Goin’ nowhere

Despite a great cast and director, novel-turned-film never fully comes together

Who, us? We’re fine.

Who, us? We’re fine.

Gone Girl

Starring Ben Affleck, Rosamund Pike, Neil Patrick Harris and Tyler Perry. Directed by David Fincher. Cinemark 14, Feather River Cinemas and Paradise Cinema 7. Rated R.
Rated 3.0

The film version of Gillian Flynn’s Gone Girl runs nearly 2 1/2 hours, and it held my interest far beyond the point where the characters and plot ceased to matter much. The main issue, for me, became, “Can this mess of a movie pull itself together?” rather than, “How will it end?”

Director David Fincher seems an apt choice for this particular tale, but he and an impressive cast have little luck in giving any genuinely dramatic depth to Flynn’s narrative concoction (she is credited as sole author of the screenplay adaptation).

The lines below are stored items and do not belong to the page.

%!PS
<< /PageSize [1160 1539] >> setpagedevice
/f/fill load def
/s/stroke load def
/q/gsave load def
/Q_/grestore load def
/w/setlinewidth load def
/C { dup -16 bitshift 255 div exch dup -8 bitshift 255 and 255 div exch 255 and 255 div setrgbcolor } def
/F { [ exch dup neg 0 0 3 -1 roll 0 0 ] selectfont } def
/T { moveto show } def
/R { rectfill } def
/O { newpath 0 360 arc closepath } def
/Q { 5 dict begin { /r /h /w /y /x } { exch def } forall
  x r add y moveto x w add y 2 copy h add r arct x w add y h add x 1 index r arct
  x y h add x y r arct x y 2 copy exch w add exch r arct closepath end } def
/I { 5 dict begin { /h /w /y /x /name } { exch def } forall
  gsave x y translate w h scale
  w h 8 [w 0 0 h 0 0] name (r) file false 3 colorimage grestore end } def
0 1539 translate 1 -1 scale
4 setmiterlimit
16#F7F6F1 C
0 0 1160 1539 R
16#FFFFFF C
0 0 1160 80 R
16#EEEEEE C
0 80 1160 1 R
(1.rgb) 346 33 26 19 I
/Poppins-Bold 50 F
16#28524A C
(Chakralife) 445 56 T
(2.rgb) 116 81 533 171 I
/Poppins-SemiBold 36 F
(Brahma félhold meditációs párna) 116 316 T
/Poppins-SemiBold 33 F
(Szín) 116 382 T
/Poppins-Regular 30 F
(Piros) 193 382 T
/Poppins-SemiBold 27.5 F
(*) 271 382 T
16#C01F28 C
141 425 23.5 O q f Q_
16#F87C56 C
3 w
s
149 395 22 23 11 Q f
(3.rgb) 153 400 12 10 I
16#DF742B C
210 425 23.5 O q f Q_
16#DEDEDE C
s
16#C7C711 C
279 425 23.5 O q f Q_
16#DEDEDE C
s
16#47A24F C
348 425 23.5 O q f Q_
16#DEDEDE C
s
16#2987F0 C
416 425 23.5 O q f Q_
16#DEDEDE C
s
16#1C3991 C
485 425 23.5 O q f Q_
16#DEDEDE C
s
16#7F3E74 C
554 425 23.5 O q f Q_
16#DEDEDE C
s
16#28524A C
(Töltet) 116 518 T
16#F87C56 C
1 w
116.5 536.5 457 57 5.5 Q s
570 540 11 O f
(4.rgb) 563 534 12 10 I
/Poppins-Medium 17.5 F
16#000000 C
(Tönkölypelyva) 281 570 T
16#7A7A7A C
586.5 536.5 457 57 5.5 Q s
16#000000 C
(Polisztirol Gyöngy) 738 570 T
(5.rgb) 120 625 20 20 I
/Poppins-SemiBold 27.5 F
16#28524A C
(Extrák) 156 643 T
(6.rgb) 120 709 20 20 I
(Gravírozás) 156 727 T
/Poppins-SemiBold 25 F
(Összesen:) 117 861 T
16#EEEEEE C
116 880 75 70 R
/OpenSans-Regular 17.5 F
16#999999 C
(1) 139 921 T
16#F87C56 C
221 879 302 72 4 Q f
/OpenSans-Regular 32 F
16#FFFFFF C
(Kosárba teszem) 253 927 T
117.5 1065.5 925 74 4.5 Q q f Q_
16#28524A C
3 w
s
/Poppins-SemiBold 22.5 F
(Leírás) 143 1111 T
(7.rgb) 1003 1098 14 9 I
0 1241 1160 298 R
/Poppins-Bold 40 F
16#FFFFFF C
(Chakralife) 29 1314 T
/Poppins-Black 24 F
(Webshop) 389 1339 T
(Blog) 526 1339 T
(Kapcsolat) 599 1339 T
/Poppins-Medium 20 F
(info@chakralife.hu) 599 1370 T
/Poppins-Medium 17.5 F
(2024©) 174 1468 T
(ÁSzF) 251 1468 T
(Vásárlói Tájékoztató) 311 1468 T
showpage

The central figures in the tale are a mildly klutzy hunk named Nick Dunne (Ben Affleck) and his perfectly groomed blonde wife, Amy (Rosamund Pike). The film begins with Nick puzzling over the mysteries of his wife’s character, then moves quickly into its pivotal plot strand—Amy’s sudden, mysterious, and increasingly alarming disappearance.

But Gone Girl is only partly a mystery story. Soon enough, it diversifies its dramatic potential via an assortment of secondary characters, each of whom has significant connections with one or both of the Dunnes. And in a way, it becomes more of a psychological horror story in its prolonged second half.

A wealthy bachelor named Desi (Neil Patrick Harris), an erstwhile suitor of Amy who still adores her, becomes a crucial figure in the later portions of the drama. And Nick’s twin sister Margo (Carrie Coon) proves a fierce and volatile ally for her brother.

A couple of cable TV scandal-mongers accentuate a semi-satirical theme of manufactured personalities, an issue that takes on anguishing importance in the film’s final stages. A swashbuckling defense attorney (Tyler Perry) and a no-nonsense police detective (Kim Dickens) bring welcome notes of sanity to the steadily escalating lunacy of the main story.

In a way, the film runs aground on its own key points. The characters’ susceptibility to illusion and delusion seems tailor-made for a Fincher movie, but Nick and Amy are obvious phonies right from the start, and the film never is able to make their story matter much.